Dataset records:
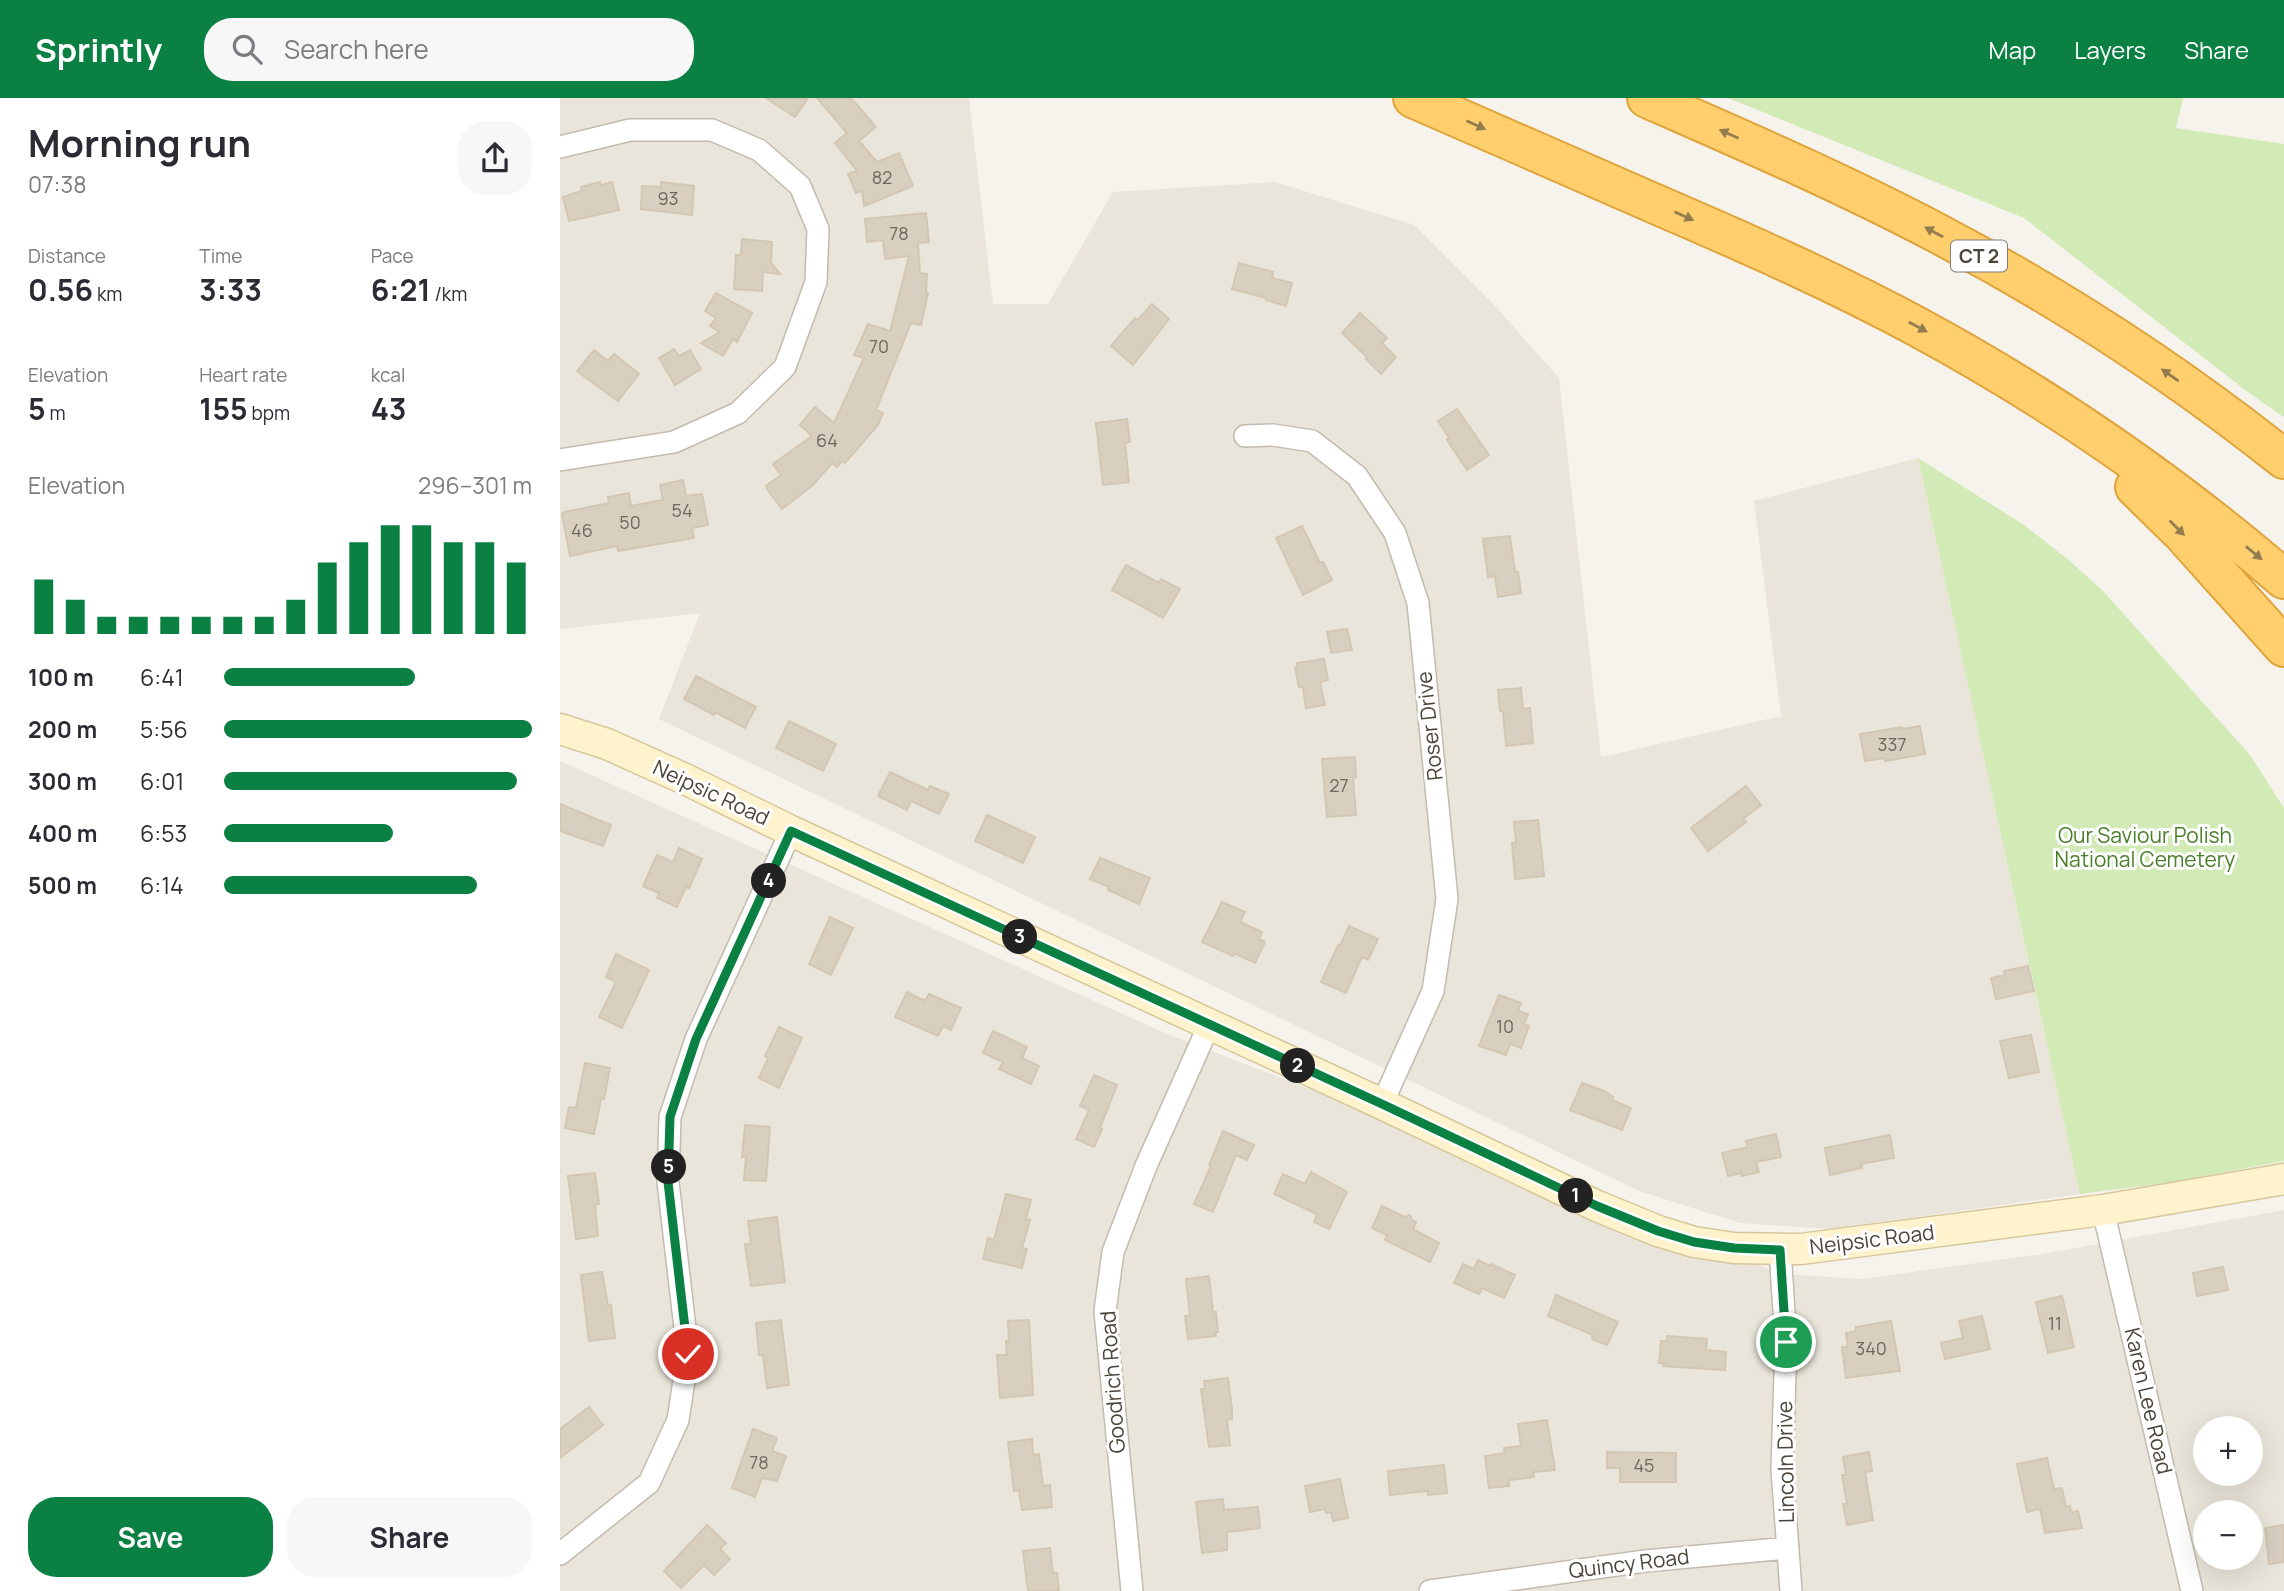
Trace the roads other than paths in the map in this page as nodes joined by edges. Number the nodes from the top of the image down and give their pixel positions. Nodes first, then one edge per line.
1 (1413, 98) edge
2 (1647, 98) edge
3 (560, 147) edge
4 (2219, 409) junction
5 (2060, 411) junction
6 (1245, 436) dead end
7 (2284, 445) edge
8 (2284, 459) edge
9 (560, 460) edge
10 (2284, 579) edge
11 (2284, 647) edge
12 (560, 729) edge
13 (791, 831) junction
14 (1209, 1025) junction
15 (1382, 1104) junction
16 (2284, 1179) edge
17 (2103, 1210) junction
18 (1780, 1250) junction
19 (1788, 1548) junction
20 (560, 1554) edge
21 (1132, 1591) edge
22 (1430, 1591) edge
23 (1791, 1591) edge
24 (2192, 1591) edge

1 -> 5 highway
4 -> 2 highway, CT 2
3 - 9 street
4 - 7 highway
4 - 8 highway, CT 2
5 -> 10 highway
5 -> 11 highway
6 - 15 street, Roser Drive
12 - 13 street, Neipsic Road
13 - 14 street, Neipsic Road
13 - 20 street
14 - 15 street, Neipsic Road
14 - 21 street, Goodrich Road
15 - 18 street, Neipsic Road
16 - 17 street, Neipsic Road
17 - 18 street, Neipsic Road
17 - 24 street, Karen Lee Road
18 - 19 street, Lincoln Drive
19 - 22 street, Quincy Road
19 - 23 street, Lincoln Drive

(Task item):
An exact copy of the records above is needed, with the pictures removed.

(Solution to the problem):
Trace the roads other than paths in the map in this page as nodes joined by edges. Number the nodes from the top of the image down and give their pixel positions. Nodes first, then one edge per line.
1 (1413, 98) edge
2 (1647, 98) edge
3 (560, 147) edge
4 (2219, 409) junction
5 (2060, 411) junction
6 (1245, 436) dead end
7 (2284, 445) edge
8 (2284, 459) edge
9 (560, 460) edge
10 (2284, 579) edge
11 (2284, 647) edge
12 (560, 729) edge
13 (791, 831) junction
14 (1209, 1025) junction
15 (1382, 1104) junction
16 (2284, 1179) edge
17 (2103, 1210) junction
18 (1780, 1250) junction
19 (1788, 1548) junction
20 (560, 1554) edge
21 (1132, 1591) edge
22 (1430, 1591) edge
23 (1791, 1591) edge
24 (2192, 1591) edge

1 -> 5 highway
4 -> 2 highway, CT 2
3 - 9 street
4 - 7 highway
4 - 8 highway, CT 2
5 -> 10 highway
5 -> 11 highway
6 - 15 street, Roser Drive
12 - 13 street, Neipsic Road
13 - 14 street, Neipsic Road
13 - 20 street
14 - 15 street, Neipsic Road
14 - 21 street, Goodrich Road
15 - 18 street, Neipsic Road
16 - 17 street, Neipsic Road
17 - 18 street, Neipsic Road
17 - 24 street, Karen Lee Road
18 - 19 street, Lincoln Drive
19 - 22 street, Quincy Road
19 - 23 street, Lincoln Drive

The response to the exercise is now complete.